Administrative districts are provided for by the constitution and play an important and highly visible role in Austria's national and regional administrations. Municipal districts are subsections of local administrations established by local laws.
Vienna, Graz, and Klagenfurt are statutory cities and as such are equivalent to one administrative district each.

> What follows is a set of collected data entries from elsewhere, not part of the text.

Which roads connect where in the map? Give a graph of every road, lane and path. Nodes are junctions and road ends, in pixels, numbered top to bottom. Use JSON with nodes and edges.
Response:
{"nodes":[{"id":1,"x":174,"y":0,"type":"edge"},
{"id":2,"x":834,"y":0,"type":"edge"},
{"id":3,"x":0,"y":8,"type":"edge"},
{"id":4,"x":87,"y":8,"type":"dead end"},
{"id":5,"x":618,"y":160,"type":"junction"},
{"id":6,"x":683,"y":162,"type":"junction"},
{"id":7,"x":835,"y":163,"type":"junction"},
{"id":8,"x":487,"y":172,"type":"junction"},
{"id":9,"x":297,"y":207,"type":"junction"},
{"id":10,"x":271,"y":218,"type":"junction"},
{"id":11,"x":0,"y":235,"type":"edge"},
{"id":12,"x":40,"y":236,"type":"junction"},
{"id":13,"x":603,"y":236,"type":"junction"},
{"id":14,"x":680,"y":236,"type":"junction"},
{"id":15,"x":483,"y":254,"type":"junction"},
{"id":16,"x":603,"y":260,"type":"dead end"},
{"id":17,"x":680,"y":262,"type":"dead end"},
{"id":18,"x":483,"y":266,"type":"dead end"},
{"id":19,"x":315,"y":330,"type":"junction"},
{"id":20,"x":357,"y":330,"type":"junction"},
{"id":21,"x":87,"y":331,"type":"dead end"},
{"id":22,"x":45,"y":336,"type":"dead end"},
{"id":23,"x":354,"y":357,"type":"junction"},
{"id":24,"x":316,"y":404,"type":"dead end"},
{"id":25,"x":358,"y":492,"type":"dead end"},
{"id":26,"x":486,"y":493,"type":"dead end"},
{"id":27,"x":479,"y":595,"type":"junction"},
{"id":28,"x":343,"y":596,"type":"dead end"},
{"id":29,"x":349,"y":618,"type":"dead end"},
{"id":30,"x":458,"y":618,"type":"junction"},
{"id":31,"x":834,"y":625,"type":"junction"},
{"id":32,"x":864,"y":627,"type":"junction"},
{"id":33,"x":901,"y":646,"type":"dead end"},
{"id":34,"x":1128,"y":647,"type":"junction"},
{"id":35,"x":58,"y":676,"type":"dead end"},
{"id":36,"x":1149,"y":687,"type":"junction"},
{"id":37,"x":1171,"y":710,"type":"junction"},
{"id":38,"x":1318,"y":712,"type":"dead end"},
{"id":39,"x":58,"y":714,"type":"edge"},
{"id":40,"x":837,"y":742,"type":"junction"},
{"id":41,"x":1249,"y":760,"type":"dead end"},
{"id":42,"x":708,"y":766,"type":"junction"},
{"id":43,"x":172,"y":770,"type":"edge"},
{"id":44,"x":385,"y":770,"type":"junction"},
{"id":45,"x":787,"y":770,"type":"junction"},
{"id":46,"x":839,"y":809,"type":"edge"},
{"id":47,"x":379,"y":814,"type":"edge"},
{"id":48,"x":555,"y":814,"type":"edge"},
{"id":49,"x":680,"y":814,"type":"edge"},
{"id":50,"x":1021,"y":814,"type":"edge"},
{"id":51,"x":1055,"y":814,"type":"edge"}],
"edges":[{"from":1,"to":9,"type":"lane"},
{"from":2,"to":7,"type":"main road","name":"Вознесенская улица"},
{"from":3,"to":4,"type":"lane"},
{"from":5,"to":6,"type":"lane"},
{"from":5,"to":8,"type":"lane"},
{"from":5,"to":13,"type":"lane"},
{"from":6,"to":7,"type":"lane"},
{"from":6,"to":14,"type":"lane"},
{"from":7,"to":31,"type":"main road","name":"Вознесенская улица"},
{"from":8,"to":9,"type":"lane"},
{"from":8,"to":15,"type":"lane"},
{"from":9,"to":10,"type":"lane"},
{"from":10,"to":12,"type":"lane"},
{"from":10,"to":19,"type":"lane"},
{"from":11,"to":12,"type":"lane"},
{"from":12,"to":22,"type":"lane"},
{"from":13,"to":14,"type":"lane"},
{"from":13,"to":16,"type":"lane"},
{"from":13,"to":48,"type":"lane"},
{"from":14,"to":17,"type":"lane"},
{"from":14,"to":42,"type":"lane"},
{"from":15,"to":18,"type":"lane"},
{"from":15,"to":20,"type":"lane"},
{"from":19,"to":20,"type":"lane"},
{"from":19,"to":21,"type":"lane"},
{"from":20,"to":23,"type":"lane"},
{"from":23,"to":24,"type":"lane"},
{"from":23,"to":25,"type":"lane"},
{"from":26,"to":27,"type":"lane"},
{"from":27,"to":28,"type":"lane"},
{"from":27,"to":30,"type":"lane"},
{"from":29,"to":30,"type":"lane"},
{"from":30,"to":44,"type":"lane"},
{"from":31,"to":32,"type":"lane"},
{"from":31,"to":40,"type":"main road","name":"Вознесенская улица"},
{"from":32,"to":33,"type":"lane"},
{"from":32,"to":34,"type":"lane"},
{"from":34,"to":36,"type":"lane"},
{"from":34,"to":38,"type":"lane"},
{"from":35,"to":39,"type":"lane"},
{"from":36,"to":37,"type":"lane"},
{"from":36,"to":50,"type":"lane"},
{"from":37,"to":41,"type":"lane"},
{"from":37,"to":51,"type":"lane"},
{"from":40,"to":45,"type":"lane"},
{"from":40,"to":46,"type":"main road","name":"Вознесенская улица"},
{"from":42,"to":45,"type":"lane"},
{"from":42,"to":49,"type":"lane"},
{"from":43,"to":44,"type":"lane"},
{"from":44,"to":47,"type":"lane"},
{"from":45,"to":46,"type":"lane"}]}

The 23 districts of Vienna (Wiener Gemeindebezirke) and the 17 districts of Graz are vested with a limited form of precinct-level self-government. The district constituency elects a district assembly (Bezirksvertretung), the district assembly in turn elect a district commissioner (Bezirksvorsteher). District assemblies and commissioners are responsible for whatever matters the city chooses to devolve to them – in general, they run schools and take care of road maintenance, general neighborhood maintenance, and traffic planning. They have a certain measure of budgetary autonomy, although they cannot levy taxes and depend on money allocated to them by the city.

The 15 districts of Klagenfurt are roughly neighborhood-sized quarters with no special autonomy.

== Statistics ==
As of January 1, 2025 there are 15 statutory cities in Austria, 188 other cities, 771 market towns, and 1120 other communes, for a total of 2,092 municipalities. One of these municipalities stands out: the city of Vienna is a statutory city and a state at the same time. At 1,900,000 inhabitants, the national capital also seven times larger than the second most populous city, Graz.

For the other eight states, the numbers are as follows:

| State | Statutory cities | Other cities | Market towns | Other | Total | Mean population |
|---|---|---|---|---|---|---|
| Burgenland | 2 | 11 | 67 | 91 | 171 | 1,700 |
| Carinthia | 2 | 15 | 47 | 68 | 132 | 4,300 |
| Lower Austria | 4 | 72 | 327 | 170 | 573 | 3,000 |
| Upper Austria | 3 | 29 | 151 | 255 | 438 | 3,400 |
| Salzburg | 1 | 10 | 24 | 84 | 119 | 4,700 |
| Styria | 1 | 34 | 122 | 128 | 285 | 4,400 |
| Tyrol | 1 | 10 | 21 | 247 | 277 | 2,700 |
| Vorarlberg | 0 | 5 | 12 | 79 | 96 | 4,300 |
| Total | 15 | 186 | 771 | 1120 | 2092 | 3,405 |

With respect to population, there is wide variation within each class of municipalities:

| Class | Smallest |  | Largest |  |
| Population | Municipality | Population | Municipality |
| Statutory cities | 1,921 | Rust, Burgenland | 1,888,776 | Vienna |
| Other cities | 411 | Rattenberg, Tyrol | 49,278 | Dornbirn, Vorarlberg |
| Market towns | 475 | Loretto, Burgenland | 22,821 | Lustenau, Vorarlberg |
| Other | 45 | Gramais, Tyrol | 13,056 | Wals-Siezenheim, Salzburg |

With respect to area, the smallest municipality is Rattenberg at 0.11 km2; the largest is Sölden in the thinly populated mountain territory of Tyrol at 466.78 km2. The city of Vienna ranks second, at 414.65 km2.